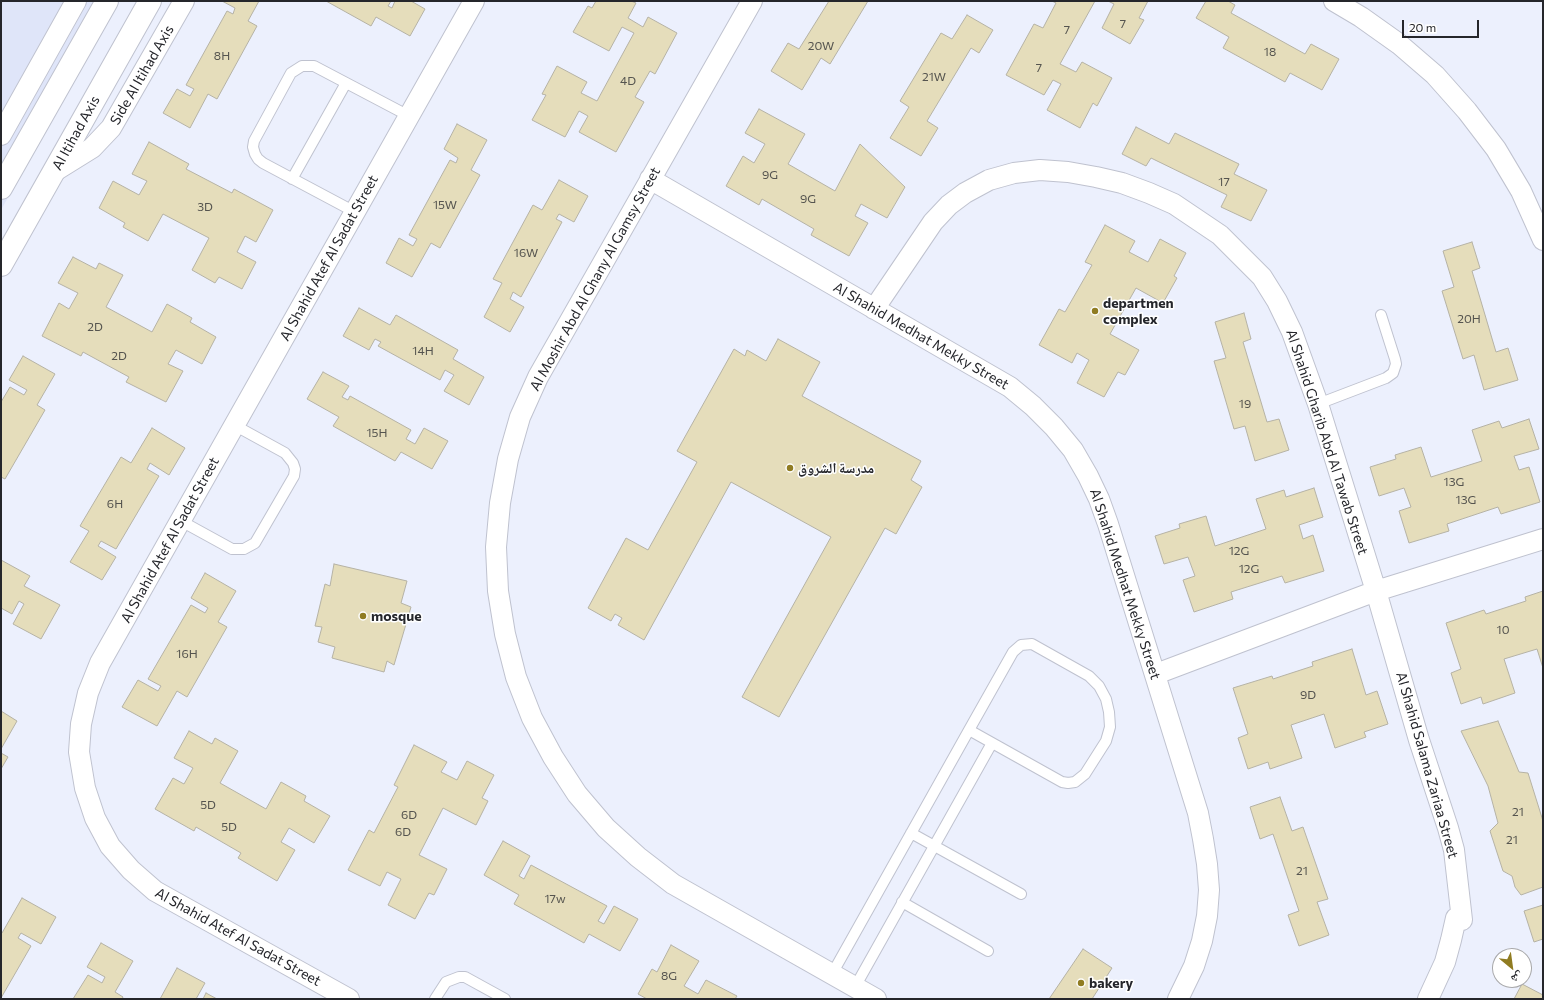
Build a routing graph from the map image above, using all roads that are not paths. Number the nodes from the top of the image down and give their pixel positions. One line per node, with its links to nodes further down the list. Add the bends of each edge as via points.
1 (76, 1): 10 (street)
2 (107, 1): 14 (street)
3 (150, 1): 11 (street, Al Itihad Axis)
4 (184, 1): 11 (street, Side Al Itihad Axis, via 112,128 92,148)
5 (474, 1): 9 (street, Al Shahid Atef Al Sadat Street)
6 (752, 1): 13 (street, Al Moshir Abd Al Ghany Al Gamsy Street)
7 (1334, 1): 16 (street, via 1400,44 1468,111 1521,191)
8 (346, 83): 9 (lane); 12 (lane); 12 (lane, via 314,66 302,66 291,74 253,147 258,159)
9 (409, 116): 15 (street, Al Shahid Atef Al Sadat Street)
10 (1, 134)
11 (55, 171): 17 (street, Al Itihad Axis)
12 (292, 179): 15 (lane)
13 (650, 179): 18 (street, Al Shahid Medhat Mekky Street); 33 (street, Al Moshir Abd Al Ghany Al Gamsy Street, via 538,376 520,417 508,459 500,503 497,540 498,591 505,634 516,677 536,725 577,794 606,828 673,884)
14 (1, 188)
15 (355, 212): 21 (street, Al Shahid Atef Al Sadat Street)
16 (1543, 240)
17 (1, 265)
18 (874, 309): 20 (street, Al Shahid Gharib Abd Al Tawab Street, via 933,222 965,192 989,180 1014,173 1040,170 1096,177 1122,183 1174,204 1220,235 1242,256 1262,277 1277,301 1292,332); 25 (street, Al Shahid Medhat Mekky Street, via 1010,387 1054,427 1073,450 1099,499)
19 (1381, 315): 20 (lane, via 1396,364 1393,373)
20 (1318, 404): 24 (street, Al Shahid Gharib Abd Al Tawab Street)
21 (234, 425): 22 (street, Al Shahid Atef Al Sadat Street); 22 (lane, via 290,458 295,470 294,476 255,543 244,549 232,549)
22 (180, 521): 35 (street, Al Shahid Atef Al Sadat Street, via 100,664 88,693 81,724 79,752 85,788 95,818 110,846 131,870 155,891)
23 (1543, 539): 24 (street)
24 (1376, 591): 25 (street); 40 (street, Al Shahid Salama Zariaa Street, via 1419,740 1448,828 1457,872 1462,920 1456,918 1445,962)
25 (1156, 674): 39 (street, Al Shahid Medhat Mekky Street, via 1198,813 1208,864 1207,916 1202,941 1194,966)
26 (969, 730): 27 (lane); 27 (lane, via 1013,652 1021,645 1032,644 1089,676 1099,686 1106,699 1110,712 1110,727 1106,741 1085,774 1075,782 1062,782); 28 (lane)
27 (992, 743): 29 (lane)
28 (911, 833): 29 (lane); 33 (lane)
29 (934, 846): 30 (lane); 31 (lane)
30 (1021, 894)
31 (902, 902): 32 (lane); 34 (lane)
32 (988, 950)
33 (832, 974): 34 (street, Al Moshir Abd Al Ghany Al Gamsy Street)
34 (854, 987): 38 (street, Al Moshir Abd Al Ghany Al Gamsy Street)
35 (349, 999)
36 (435, 999): 37 (lane, via 446,982 458,977 465,977)
37 (505, 999)
38 (876, 999)
39 (1178, 999)
40 (1428, 999)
◆ ◆ ◆ ◆ ◆ ◆ ◆
▸ TASK STATEMENT
Filter the entries above down to the lines that contain the word "Tawab".

▸ RESULT OF THIS EXERCISE
18 (874, 309): 20 (street, Al Shahid Gharib Abd Al Tawab Street, via 933,222 965,192 989,180 1014,173 1040,170 1096,177 1122,183 1174,204 1220,235 1242,256 1262,277 1277,301 1292,332); 25 (street, Al Shahid Medhat Mekky Street, via 1010,387 1054,427 1073,450 1099,499)
20 (1318, 404): 24 (street, Al Shahid Gharib Abd Al Tawab Street)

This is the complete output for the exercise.